以降、明治、大正、昭和と、霊験あらたかな湯の効能を求め、はるばる湯治に訪れた人は数しれず。老いた親を背負って上り下りした人もいました。そして、式根島を後にする時は、持参の鉄ノミで地鉈温泉の岸壁に、記念の文字を刻み記して帰ったのです。今は、風化が進んでいますが、その名残を当地で見ることができます。

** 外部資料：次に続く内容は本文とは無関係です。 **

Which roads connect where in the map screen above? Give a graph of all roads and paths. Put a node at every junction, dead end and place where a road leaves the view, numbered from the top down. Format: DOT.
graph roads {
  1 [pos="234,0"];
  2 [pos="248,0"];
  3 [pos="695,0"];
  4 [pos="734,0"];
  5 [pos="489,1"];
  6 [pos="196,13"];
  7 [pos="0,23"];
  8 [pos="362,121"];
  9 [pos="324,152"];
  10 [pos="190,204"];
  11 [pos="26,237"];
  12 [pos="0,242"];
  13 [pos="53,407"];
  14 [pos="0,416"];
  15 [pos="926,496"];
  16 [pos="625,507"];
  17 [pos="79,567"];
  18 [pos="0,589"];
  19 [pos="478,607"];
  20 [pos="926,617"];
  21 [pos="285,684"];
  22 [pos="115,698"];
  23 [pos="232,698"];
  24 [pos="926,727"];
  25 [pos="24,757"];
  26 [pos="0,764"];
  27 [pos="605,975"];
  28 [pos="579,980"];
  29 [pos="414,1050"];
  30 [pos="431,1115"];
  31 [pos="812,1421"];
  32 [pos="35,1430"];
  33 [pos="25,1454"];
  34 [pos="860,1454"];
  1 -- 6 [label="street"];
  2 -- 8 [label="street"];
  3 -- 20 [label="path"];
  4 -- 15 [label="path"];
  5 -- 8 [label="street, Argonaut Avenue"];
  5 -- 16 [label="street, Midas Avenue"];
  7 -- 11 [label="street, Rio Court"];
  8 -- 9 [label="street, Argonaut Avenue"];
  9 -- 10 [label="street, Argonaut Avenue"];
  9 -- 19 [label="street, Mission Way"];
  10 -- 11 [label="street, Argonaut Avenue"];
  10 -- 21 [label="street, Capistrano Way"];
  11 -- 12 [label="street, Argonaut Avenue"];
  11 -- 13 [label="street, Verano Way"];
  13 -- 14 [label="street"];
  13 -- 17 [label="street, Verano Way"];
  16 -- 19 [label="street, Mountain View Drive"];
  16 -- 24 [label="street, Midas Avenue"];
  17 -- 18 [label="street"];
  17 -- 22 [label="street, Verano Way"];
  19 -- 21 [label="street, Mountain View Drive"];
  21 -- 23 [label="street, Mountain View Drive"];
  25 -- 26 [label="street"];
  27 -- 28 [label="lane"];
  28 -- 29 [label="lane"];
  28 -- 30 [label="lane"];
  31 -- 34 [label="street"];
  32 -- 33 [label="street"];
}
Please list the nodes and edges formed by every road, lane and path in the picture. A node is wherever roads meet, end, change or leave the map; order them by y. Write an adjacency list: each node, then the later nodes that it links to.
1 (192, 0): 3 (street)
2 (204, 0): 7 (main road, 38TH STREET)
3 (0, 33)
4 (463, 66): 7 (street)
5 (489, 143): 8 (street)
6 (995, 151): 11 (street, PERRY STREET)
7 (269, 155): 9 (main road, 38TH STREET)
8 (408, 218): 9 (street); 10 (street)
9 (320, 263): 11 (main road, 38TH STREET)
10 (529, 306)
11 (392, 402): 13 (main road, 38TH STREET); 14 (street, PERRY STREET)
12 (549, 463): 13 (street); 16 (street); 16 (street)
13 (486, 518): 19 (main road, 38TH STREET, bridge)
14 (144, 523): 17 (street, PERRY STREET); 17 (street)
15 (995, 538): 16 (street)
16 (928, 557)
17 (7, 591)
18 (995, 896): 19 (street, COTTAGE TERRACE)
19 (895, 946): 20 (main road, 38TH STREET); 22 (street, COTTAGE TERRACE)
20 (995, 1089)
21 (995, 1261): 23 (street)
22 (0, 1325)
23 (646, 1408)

1919(大正8)年に訪れた俳人・萩原井泉水は「病む人 湯の湧く岩を じっと抱いて」と詠みました。

※現在、岸壁を傷つける行為は禁止です
※絵:明治35年刊行・風俗画報 第254号
 「式根島地中暖之湯」佐藤賢一所蔵

地鉈温泉Q&A

Q
水着はどこで着替えたら良いですか
A

地鉈温泉に更衣室はありません。水着を下にあらかじめ着て入浴しましょう。上がり湯は、ペットボトルに水を入れたものを持参し、熱い箇所に沈めておくと、湯上がりに浴びることができます。

Q
お金はかかりますか?
A

式根島の露天温泉はすべて無料です。

Q
干潮や満潮はどこでわかりますか?
A

インターネットで調べられるほか、式根島観光協会の掲示物、公式SNSでご案内しています。
式根島観光協会 各SNS「X」「Facebook」「Instagram

Q
夜も入れますか?
A

入れます。ライトはありますが、足元が悪いので、懐中電灯を持参し、海が穏やかなときに入浴するようにしましょう。晴天の場合、月が出てなければ星がきれいに見えます。逆に、月がちょうど出ているときも美しいので、潮汐だけでなく、月の入り・月の出時刻も調べておくといいかもです。

Q
温泉玉子つくれますか?
A

作れます。手前の湯壺は80度近い熱泉です。30分くらいで出来上がりますので、温泉に入る前に、仕掛けておくといい感じ。

Q
注意することはありますか?
A

とにかく火傷に注意しましょう!湯加減を試そうと、靴のまま触ると、80度近い熱泉がしみ込んで大変なことになります。うっかりして、足をしばらくつけてしまい、皮がべろべろになるような火傷になった人もいます!島の医療は簡易的ですから、くれぐれも注意してください。お子様から目を離さないようにしましょう。